From: Kenneth Whistler (kenw@sybase.com)
Date: Tue May 27 2003 - 22:47:34 EDT
Philippe Verdy continued:
> From: "Mark Davis" <mark.davis@jtcsv.com>
> > From: "Anto'nio Martins-Tuva'lkin" <antonio@tuvalkin.web.pt>
> > > On 2003.05.25, 00:00, Philippe Verdy <verdy_p@wanadoo.fr> wrote:
> > > > even if the Dutch language considers it as a single letter, in a
> > > > way similar to the Spanish "ch"
> > >
> > > I see one major difference: When you apply extra wide inter-char
> > > distance, you (should) get, f.i.:
> > > K o r t r ij k and not K o r t r i j k
> > > but E l c h e and not E l ch e
> > > This is common practice in both spanish and dutch typography, ISTK.
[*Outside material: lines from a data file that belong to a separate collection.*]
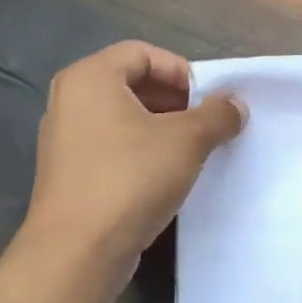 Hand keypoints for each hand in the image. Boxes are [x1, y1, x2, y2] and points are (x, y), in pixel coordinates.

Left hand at [21, 42, 243, 274]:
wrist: (79, 249)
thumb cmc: (131, 178)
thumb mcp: (187, 141)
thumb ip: (217, 115)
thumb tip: (235, 104)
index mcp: (90, 78)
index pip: (142, 53)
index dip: (182, 71)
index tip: (209, 100)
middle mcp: (70, 100)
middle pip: (132, 83)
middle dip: (176, 101)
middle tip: (207, 125)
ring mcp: (66, 139)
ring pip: (124, 118)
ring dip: (163, 128)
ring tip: (194, 151)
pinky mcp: (70, 173)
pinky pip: (113, 146)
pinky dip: (142, 151)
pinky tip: (167, 176) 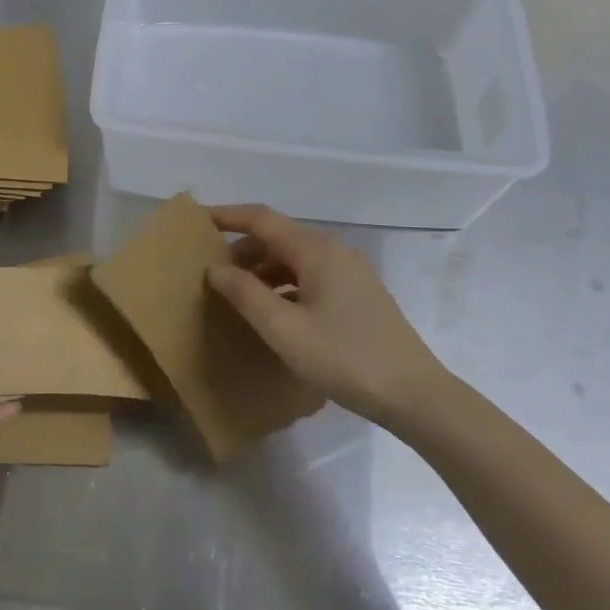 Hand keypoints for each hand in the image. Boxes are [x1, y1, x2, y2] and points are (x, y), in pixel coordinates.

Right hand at [207, 204, 444, 429]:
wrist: (413, 393)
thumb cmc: (343, 357)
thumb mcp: (284, 329)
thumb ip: (245, 293)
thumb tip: (214, 268)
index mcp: (316, 249)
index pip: (262, 218)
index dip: (228, 216)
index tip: (197, 221)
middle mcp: (334, 250)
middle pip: (278, 236)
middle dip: (242, 249)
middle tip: (210, 272)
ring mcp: (349, 271)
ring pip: (294, 257)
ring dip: (262, 268)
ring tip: (234, 294)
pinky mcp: (357, 293)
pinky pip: (309, 275)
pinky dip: (283, 283)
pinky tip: (271, 310) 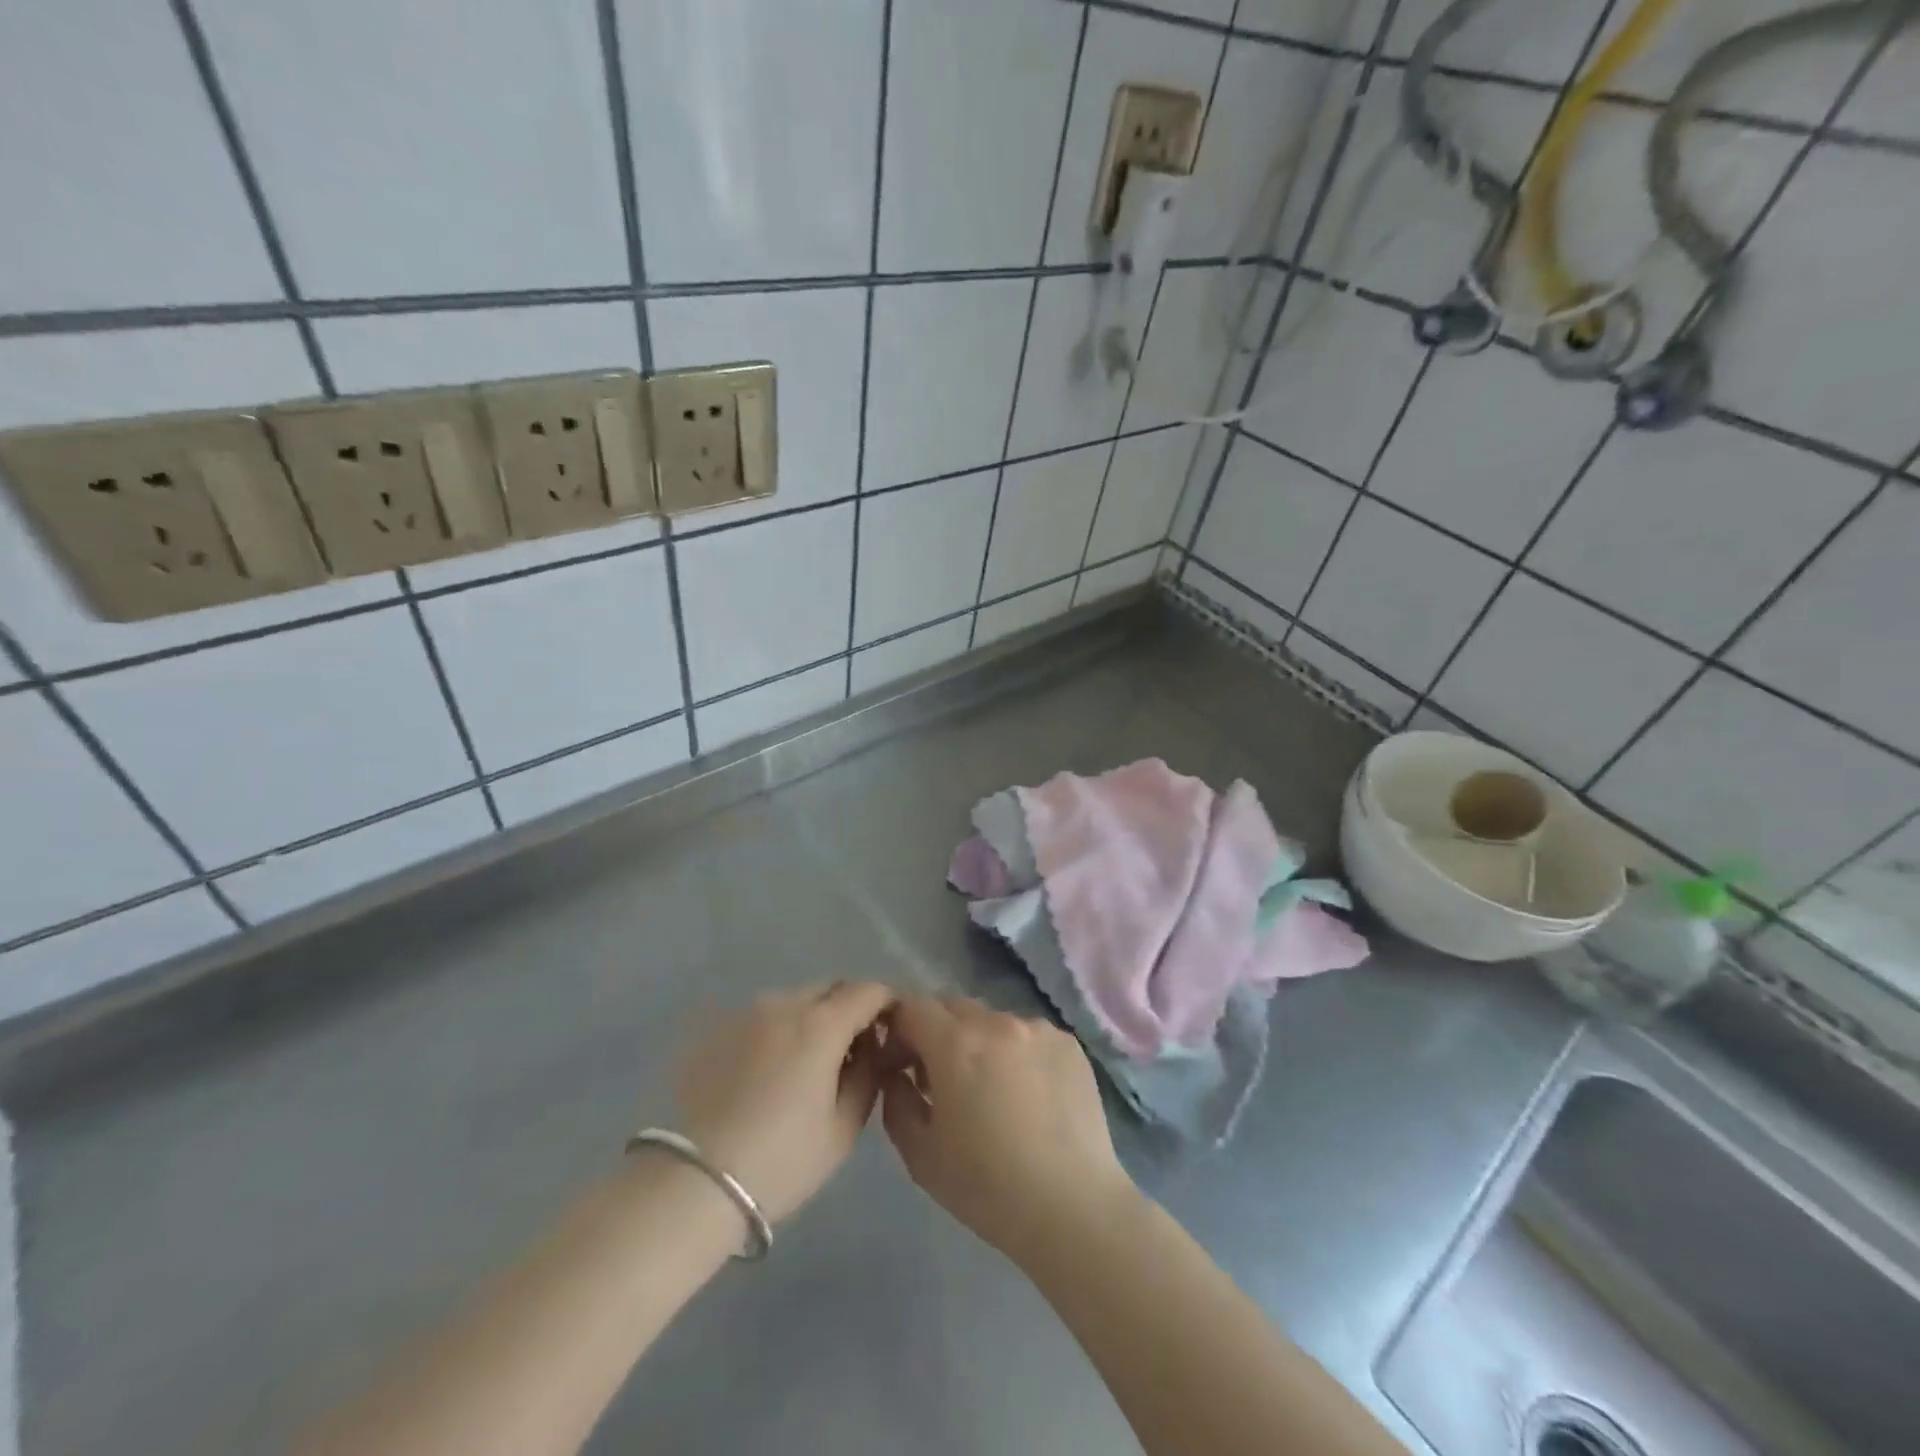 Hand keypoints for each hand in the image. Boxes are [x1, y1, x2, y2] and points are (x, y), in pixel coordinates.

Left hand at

> > > I was told in this forum that the surest way to keep this working in
> > > Unicode texts is to use "i<WJ>j" for Dutch and plain "ij" for other
> > > languages.
> >
> > Well, I don't know who told you, but WORD JOINER only affects
> > linebreak behavior, not intercharacter spacing.
>
> I think he meant <ZWJ> (the zero-width joiner) used as as markup to
> create a ligated variant of a pair of characters in some languages
> that offer two very distinct forms (I think about Brahmic scripts
> such as Devanagari)...
No, not ZWJ, either.
U+2060 WORD JOINER (WJ) impacts line breaking behavior -- not the
applicable concept here.
U+200D ZERO WIDTH JOINER (ZWJ) impacts cursive connection and/or
ligation -- not the applicable concept here.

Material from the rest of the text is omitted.